Ryan is with Trey right now, getting his fine and gross motor skills assessed. I am sitting in the waiting room. It is our third appointment of the day. First, Trey had 1.5 hours of cognitive testing, followed by an hour long audiology test. 20 minute break for lunch, now more tests and at 3pm Trey will have bloodwork, vitals, a neuro and vision exam while Ryan and I have the opportunity to speak with Dr. Muenzer and ask more questions we have about this trial.
The port surgery was somewhat stressful, but as I have mentioned to many, this trip is NOTHING compared to the intense anxiety and fear of previous trips. As much as people tell me this is not a vacation, it’s more than a vacation. It’s better than a vacation. It’s a trip during which our son will begin to be saved from the progressive disease he is today, WAS tomorrow, dying from.
It’s not a cure and Trey may never be ‘normal’ (I dislike that word intensely, not only for Trey, but for all of us who need and try ‘fit’ the mould), but he won’t be getting worse. After your child is diagnosed with a progressive disease, NOTHING is better than that.
In the two weeks since we arrived at UNC, Trey’s had major port surgery, probably more than 20 appointments, and all three of our kids have had the flu. However, we’ve also gone to The Museum of Life and Science, snuggled, eaten dinner together, gone swimming, played pool, read, gone putting, shopped for UNC paraphernalia, watched lots of TV (a treat for us), and snuggled some more. It’s been pretty great.
A Facebook message from my friend Melissa (pictured above) started getting me even more excited about tomorrow. Tomorrow Trey will get his first dose of enzyme into the brain. For those of you who are lost, Trey has one port-a-cath through which he gets weekly IV Elaprase which puts the enzyme he is missing into his body (I do those infusions at home). However, the protein in Elaprase is too big to cross the blood brain barrier and thus cannot help the brain. Doctors found a solution for that problem by putting the enzyme directly into the brain. Last Friday, as part of the MPS II IT trial at UNC, Trey had a second port-a-cath placed, through which he will receive monthly IT Elaprase infusions at UNC hospital.

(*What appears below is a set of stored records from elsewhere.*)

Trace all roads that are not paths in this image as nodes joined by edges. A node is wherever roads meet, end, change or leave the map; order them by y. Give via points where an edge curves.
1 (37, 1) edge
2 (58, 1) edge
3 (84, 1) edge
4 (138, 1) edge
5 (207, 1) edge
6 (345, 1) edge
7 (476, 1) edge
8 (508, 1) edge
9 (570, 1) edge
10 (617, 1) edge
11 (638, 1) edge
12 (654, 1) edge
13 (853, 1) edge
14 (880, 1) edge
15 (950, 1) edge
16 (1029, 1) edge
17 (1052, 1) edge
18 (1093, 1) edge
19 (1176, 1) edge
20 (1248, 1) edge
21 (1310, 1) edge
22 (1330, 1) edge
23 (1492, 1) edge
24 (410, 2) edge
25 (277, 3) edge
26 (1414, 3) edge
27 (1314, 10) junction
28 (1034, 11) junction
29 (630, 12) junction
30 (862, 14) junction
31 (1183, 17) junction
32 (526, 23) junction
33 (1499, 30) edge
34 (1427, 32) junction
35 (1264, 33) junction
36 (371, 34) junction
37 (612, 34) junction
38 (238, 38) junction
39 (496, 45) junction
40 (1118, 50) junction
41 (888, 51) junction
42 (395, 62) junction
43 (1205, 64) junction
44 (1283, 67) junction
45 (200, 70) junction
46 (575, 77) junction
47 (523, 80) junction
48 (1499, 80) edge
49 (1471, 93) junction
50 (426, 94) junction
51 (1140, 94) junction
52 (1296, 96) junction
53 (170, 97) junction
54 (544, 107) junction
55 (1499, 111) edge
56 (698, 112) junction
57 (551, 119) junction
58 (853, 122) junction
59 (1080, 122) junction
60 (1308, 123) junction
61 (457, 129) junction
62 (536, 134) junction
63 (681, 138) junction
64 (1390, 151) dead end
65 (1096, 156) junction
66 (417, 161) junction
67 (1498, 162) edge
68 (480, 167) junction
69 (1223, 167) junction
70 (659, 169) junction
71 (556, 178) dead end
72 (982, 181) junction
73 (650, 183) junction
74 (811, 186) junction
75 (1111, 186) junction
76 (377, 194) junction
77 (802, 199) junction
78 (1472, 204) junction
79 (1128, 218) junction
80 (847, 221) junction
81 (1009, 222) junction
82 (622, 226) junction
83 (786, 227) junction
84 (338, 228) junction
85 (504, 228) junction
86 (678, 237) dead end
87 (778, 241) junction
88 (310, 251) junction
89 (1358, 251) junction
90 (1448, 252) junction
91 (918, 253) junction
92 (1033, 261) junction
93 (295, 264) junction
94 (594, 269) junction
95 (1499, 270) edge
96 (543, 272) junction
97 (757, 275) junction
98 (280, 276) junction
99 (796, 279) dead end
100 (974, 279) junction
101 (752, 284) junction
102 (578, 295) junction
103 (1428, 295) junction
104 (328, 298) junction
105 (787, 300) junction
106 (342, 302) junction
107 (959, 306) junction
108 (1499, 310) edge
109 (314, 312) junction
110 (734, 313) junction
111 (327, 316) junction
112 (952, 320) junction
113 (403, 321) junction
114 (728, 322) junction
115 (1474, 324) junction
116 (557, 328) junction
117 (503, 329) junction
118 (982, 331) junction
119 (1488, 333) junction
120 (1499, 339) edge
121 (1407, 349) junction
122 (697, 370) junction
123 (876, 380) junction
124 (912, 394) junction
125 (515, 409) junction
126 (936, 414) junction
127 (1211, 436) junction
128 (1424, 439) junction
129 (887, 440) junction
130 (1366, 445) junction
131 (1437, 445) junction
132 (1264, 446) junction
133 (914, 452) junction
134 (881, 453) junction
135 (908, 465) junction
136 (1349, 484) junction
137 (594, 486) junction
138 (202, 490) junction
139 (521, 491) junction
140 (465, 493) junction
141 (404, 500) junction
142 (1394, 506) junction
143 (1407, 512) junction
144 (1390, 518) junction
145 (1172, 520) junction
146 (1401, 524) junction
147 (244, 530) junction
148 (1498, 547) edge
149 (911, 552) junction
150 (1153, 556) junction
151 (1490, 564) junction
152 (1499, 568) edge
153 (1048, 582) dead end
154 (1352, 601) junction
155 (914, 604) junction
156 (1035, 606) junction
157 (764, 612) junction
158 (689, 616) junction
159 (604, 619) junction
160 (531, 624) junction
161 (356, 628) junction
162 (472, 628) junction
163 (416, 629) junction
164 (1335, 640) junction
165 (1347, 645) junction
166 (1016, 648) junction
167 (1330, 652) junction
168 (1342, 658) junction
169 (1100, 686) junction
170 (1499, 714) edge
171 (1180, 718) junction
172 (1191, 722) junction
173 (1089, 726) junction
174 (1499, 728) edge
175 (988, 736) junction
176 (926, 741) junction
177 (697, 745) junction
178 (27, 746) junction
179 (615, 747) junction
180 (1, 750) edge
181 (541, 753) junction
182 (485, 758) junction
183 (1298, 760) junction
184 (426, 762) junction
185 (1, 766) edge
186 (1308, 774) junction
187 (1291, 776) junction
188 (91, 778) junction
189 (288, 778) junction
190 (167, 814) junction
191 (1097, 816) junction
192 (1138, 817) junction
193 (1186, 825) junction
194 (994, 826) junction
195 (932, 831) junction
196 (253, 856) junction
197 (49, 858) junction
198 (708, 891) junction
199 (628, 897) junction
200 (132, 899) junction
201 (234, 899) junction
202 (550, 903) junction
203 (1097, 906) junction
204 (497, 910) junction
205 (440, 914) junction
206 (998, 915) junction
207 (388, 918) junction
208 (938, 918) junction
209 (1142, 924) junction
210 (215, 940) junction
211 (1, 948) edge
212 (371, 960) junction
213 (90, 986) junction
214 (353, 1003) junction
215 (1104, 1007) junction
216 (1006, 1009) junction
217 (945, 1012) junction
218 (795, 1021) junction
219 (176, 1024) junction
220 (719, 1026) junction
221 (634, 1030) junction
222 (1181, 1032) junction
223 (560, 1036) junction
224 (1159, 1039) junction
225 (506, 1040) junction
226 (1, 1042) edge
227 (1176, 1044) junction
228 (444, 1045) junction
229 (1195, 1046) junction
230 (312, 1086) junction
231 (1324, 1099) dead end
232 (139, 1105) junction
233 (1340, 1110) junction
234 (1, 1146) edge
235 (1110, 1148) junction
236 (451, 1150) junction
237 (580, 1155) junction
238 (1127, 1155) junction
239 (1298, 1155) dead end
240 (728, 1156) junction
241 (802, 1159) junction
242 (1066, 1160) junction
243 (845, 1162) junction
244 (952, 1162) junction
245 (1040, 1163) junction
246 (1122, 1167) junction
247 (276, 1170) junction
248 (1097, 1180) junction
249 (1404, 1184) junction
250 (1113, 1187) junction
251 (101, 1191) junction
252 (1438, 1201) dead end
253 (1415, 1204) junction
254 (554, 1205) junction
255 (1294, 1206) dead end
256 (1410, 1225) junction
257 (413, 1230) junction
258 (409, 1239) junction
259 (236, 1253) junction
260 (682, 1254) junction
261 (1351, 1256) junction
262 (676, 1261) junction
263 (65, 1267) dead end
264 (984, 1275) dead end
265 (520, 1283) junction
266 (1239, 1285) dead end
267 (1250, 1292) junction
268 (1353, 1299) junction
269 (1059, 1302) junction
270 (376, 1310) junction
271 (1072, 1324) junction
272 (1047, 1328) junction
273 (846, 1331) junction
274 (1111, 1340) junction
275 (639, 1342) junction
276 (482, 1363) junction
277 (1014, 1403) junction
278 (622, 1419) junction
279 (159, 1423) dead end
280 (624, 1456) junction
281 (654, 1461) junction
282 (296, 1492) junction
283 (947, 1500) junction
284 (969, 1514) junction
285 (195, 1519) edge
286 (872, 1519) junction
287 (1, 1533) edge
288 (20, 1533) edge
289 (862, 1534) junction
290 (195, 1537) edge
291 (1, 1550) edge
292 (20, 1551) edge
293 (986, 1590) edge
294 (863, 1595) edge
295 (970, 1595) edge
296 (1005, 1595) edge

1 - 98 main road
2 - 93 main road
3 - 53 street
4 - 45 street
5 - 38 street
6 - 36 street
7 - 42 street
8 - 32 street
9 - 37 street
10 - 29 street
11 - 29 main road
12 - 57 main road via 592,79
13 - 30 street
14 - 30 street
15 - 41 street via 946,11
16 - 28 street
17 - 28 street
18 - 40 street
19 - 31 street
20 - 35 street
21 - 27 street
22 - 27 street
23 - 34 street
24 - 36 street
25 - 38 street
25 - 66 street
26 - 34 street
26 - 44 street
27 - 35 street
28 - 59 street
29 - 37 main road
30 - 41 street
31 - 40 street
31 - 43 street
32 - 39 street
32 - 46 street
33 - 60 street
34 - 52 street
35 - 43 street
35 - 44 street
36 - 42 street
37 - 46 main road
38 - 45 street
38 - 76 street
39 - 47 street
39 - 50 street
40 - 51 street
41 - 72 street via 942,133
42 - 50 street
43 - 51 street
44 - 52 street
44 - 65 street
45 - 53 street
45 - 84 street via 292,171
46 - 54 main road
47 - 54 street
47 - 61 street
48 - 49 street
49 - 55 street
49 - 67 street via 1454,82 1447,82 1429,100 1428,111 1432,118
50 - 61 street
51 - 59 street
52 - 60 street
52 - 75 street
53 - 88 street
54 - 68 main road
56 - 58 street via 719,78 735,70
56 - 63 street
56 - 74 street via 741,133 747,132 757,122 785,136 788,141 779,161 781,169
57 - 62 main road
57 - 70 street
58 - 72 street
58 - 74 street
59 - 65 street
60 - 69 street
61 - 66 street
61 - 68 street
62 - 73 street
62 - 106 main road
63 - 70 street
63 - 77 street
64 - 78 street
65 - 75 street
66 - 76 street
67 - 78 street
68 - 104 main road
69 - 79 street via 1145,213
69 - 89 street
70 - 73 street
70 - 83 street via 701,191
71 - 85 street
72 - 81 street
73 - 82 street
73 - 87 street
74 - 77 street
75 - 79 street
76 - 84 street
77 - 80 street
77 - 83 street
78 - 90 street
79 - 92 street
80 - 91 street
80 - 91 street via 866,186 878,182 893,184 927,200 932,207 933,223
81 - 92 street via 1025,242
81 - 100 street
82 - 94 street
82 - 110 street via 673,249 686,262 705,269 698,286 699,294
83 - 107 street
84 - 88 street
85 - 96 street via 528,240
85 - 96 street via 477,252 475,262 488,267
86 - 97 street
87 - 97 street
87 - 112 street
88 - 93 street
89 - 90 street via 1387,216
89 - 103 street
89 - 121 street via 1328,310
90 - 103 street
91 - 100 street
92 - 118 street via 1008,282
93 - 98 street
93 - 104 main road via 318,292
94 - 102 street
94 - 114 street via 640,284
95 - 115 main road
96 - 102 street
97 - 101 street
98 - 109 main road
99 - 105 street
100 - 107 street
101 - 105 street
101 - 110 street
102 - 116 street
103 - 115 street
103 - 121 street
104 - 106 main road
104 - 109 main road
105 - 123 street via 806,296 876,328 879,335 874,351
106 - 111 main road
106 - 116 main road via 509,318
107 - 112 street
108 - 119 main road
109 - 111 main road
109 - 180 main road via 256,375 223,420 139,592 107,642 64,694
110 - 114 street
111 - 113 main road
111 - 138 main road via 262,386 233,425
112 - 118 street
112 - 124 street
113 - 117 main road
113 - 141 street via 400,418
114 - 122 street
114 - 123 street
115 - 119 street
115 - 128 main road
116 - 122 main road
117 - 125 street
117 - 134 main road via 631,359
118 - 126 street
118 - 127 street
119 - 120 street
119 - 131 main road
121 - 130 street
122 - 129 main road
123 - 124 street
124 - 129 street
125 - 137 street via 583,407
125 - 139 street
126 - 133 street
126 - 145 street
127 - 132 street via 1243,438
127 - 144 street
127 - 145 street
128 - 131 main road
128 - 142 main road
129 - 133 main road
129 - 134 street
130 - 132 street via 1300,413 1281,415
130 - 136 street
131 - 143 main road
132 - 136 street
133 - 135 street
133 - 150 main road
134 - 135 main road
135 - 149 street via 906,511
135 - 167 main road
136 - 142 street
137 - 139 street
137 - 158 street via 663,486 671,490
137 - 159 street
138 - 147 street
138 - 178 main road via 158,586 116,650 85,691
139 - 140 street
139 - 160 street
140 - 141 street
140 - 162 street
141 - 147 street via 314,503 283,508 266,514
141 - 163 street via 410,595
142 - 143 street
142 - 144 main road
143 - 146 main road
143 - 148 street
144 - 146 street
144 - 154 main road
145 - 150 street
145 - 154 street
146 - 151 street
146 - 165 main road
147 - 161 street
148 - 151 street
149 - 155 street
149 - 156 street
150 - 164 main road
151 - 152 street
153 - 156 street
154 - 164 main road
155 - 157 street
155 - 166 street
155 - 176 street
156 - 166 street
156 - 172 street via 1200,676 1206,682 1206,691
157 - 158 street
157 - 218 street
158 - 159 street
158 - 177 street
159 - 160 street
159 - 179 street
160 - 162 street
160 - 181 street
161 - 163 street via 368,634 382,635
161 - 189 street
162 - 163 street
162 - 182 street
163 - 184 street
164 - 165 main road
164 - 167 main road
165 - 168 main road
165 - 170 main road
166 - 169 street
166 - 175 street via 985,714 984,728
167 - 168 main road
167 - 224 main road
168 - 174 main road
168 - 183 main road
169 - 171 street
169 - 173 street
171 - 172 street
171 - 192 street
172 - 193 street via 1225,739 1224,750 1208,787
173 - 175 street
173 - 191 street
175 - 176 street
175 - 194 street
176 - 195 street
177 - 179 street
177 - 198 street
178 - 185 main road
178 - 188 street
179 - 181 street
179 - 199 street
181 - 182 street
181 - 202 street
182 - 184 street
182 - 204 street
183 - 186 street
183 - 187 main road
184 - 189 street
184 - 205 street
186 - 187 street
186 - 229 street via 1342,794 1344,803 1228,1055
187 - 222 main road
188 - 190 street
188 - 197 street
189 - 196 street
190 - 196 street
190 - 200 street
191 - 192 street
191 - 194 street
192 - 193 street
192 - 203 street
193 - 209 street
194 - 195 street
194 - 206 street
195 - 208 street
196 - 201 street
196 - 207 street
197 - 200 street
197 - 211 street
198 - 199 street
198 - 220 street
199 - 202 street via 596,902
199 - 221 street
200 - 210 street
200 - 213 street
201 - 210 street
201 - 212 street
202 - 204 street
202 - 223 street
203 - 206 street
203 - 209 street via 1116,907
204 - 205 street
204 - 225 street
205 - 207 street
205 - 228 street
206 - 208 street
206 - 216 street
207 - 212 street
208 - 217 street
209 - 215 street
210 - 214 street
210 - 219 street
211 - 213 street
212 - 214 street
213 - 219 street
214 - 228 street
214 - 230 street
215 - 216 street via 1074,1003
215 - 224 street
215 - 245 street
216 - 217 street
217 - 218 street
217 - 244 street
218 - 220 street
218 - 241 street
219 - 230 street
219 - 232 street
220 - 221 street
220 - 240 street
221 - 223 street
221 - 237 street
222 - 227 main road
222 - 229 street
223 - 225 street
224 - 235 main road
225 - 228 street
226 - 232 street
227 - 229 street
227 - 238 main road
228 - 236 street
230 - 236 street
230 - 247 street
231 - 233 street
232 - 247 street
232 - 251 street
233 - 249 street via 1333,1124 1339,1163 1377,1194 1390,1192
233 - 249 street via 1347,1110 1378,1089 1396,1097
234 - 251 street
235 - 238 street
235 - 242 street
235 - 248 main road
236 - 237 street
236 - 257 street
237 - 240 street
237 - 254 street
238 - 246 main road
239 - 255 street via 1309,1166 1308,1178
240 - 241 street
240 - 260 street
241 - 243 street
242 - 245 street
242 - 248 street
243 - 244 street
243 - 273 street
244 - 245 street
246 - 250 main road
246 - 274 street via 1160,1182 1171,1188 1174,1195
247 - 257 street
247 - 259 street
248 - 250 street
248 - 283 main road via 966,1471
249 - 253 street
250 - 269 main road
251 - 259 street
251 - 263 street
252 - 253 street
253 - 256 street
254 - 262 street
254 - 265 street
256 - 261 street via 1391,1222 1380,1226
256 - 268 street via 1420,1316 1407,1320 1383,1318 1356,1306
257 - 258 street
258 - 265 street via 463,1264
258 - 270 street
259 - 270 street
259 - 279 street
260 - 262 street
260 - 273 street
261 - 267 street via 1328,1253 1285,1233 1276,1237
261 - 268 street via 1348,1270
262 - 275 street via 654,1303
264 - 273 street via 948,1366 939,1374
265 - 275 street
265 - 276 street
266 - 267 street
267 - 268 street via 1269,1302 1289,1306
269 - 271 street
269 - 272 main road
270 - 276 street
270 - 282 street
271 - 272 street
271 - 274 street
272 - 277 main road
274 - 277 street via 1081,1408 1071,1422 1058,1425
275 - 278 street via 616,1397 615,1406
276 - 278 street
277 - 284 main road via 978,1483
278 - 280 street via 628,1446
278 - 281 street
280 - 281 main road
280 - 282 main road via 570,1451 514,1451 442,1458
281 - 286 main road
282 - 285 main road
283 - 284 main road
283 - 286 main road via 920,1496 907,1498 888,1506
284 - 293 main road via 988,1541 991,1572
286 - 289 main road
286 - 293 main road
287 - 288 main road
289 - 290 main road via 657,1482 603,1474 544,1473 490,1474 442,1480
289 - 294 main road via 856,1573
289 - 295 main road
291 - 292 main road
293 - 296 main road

This is what Melissa said: “The rest of your life starts tomorrow. Like diagnosis, tomorrow starts a new before and after.” She has a way with words. Because she knows. Her son Case was diagnosed with severe MPS II Hunter Syndrome (meaning the brain is affected). He is also in the trial. Last week I got to meet with Melissa. She is so excited by all the changes she sees in Case. From attention and learning, which the drug is meant to help with (but as it is experimental, not guaranteed), but also physical changes from range of motion and gait to head shape, heart, hearing, and more.
This morning I read a story from The New York Times about a mom whose son has Tay-Sachs (http://nyti.ms/pl7Ch3), a progressive disease in which death is guaranteed by age three. It made me think about my last post where I blogged that I don’t know how parents without hope go on. I figured it out. It’s called love. You go on because of love. This mother comments on Amy Chua’s “Battle Hymn of the Tiger Mother,” the latest handbook for parents hoping to guide their children along a path to success and wealth. She will never be a tiger mom. Instead, she says: “We are dragon parents: fierce and loyal and loving as hell… NOBODY asks dragon parents for advice; we’re too scary. Our grief is primal and unwieldy and embarrassing. The certainties that most parents face are irrelevant to us, and frankly, kind of silly. Our narratives are grisly, the stakes impossibly high. Conversations about which seizure medication is most effective or how to feed children who have trouble swallowing are tantamount to breathing fire at a dinner party or on the playground.”
Although our paths are different, I am a dragon mom too. Her story feels like mine. Most people don’t want to hear what I have to say. It’s too deep, too real. The people I am close with today aren’t scared to get dirty and talk about more than what colour to paint our house and what flowers to plant in our garden. And as much as that has drawn a line in the sand with many people I used to know and with new people I meet, I like being a dragon mom. I don’t want to be 80 years old and have regrets, to wish I lived. Because of Trey, there is no chance of me doing that now. I am a dragon mom. And I am so grateful to my family (I’d call them my friends, but when you’re a dragon mom, your friends become your family) for joining my dragon journey. I love you.
I have so many big emotions going on, not overwhelming emotions, just big ones. Excited ones. Grateful ones. Life can be so many things, especially with a child who has a progressive disease. But you know what? I am so glad for it. I am glad to be Trey’s mom and to be living the life I am leading. There is nothing better.